Not even the academy's enchanted lanterns had stirred yet.

She kept her steps light, silent. The sealed folder remained hidden beneath her robes, its words now etched in her mind. Sealbearers. Reality-benders. Cursed with power that the world feared — and often didn't survive.

She wouldn't end like them.

She wouldn't break.

Not now.

Not ever.

The academy grounds were cold at this hour. The marble paths whispered under her feet, the gardens still sleeping. She made her way to an abandoned spell-dueling arena near the east wing — a place the older students had long forgotten and the instructors never visited anymore.

The perfect place to experiment.

Aria stepped onto the cracked stone floor and closed her eyes. Her heartbeat slowed.

The golden magic stirred beneath her skin.

She remembered everything she'd read — the way Seren had twisted cause and effect, how Vaelith reshaped flesh, how Korven could make luck itself bow to him.

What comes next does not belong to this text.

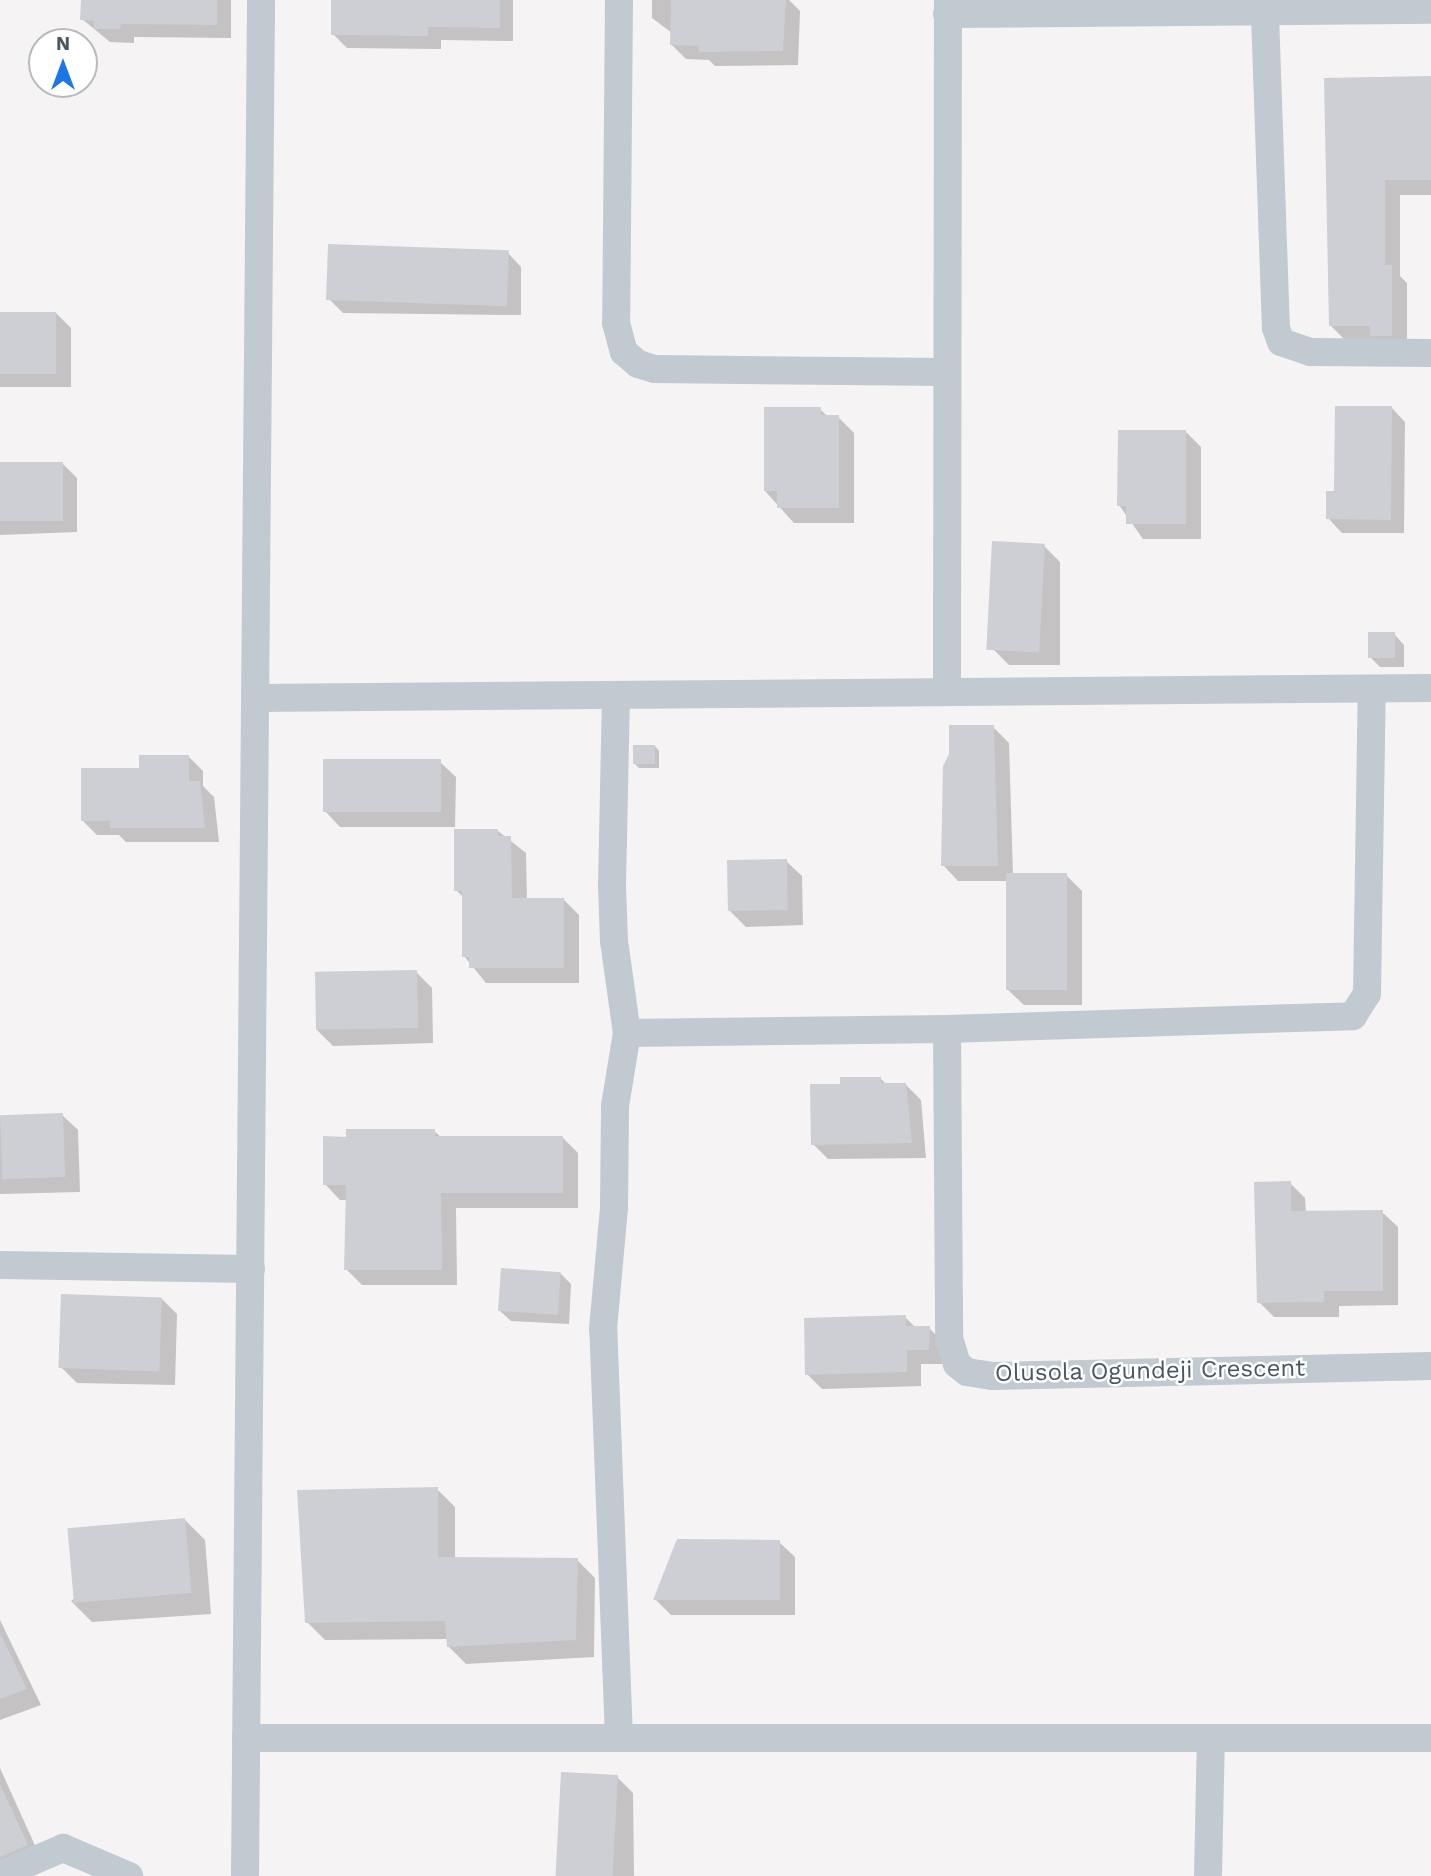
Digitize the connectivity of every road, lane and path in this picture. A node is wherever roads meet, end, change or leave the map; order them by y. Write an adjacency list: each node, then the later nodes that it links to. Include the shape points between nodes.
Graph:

Their madness had been their downfall.

But she had something they didn't — clarity. And a second life's worth of pain to fuel her will.

She raised her hand.

"Rule One," she murmured. "Let fire burn only when I say."

She snapped her fingers.

A burst of flame roared to life — then froze mid-air, hovering like a beast in chains. She waved her fingers again, and it shrunk to a flickering ember. Then to nothing.

No incantations. No circles. Just... intent.

She grinned. "Okay. That's terrifying."

She moved to the next idea.

"Rule Two. Let what is heavy become weightless."

A boulder nearby floated.

She raised her eyebrow, pushing her limits. "Higher."

The boulder obeyed. So did the ground beneath it — cracking, rippling like water.

She gasped and snapped her fingers again, canceling the magic.

The stone dropped with a thud. The earth stilled.

Aria's heart thundered in her chest, but not with fear.

With exhilaration.

The seal — her birthright — wasn't learning spells.

It was rewriting the logic spells were bound by.

She began practicing daily in secret. Every crack of dawn, every lonely stretch of midnight. She weaved silence around her so no sound would escape. Erased her footprints with spells of probability shift. If someone came near, they'd trip and remember they left something burning in their room.

Her magic warped reality itself now — and she was getting faster at it. Sharper.

She didn't just cast spells. She declared truths.

"Let this barrier collapse only when touched by regret."

"Let lightning strike where I glance."

"Let the arrow miss because I do not wish it to hit."

Day by day, she understood more.

Night by night, she mastered them.

No rituals. No reagents. Just her will — shaped by golden light and a second life's fury.

But there were… side effects.

Reality didn't like being tampered with.

One evening, as she adjusted gravity's flow in a small stone to make it hover like a balloon, the air shivered.

A tree beside her withered — and then reversed, blooming in seconds before turning to dust.

She stared, unmoving.

Something… ancient… was watching.

And it knew she wasn't supposed to do this.

Back in the dorm later, Nyra peeked at her from under a blanket, eyes narrowed. "You look like someone who just broke a hundred-year-old law and got away with it."

Aria flopped into bed, breathless. "Define 'got away.'"

"Okay, I am worried," Nyra said, scooting closer. "You've been vanishing a lot. Elric said you ghosted him for lunch three times. And when he notices someone's avoiding him, it's bad."

"I'm fine," Aria replied, trying not to grin. "Just… curious. About myself."

Nyra raised an eyebrow. "Please don't become a villain. Or if you do, at least give me a head start."

"No promises."

They both laughed softly.

But as Nyra drifted off again, Aria stared at the ceiling, her fingers glowing faint gold.

She was rewriting the world, one truth at a time.

And she knew… the moment she chose to stop hiding it — the world would never see her the same again.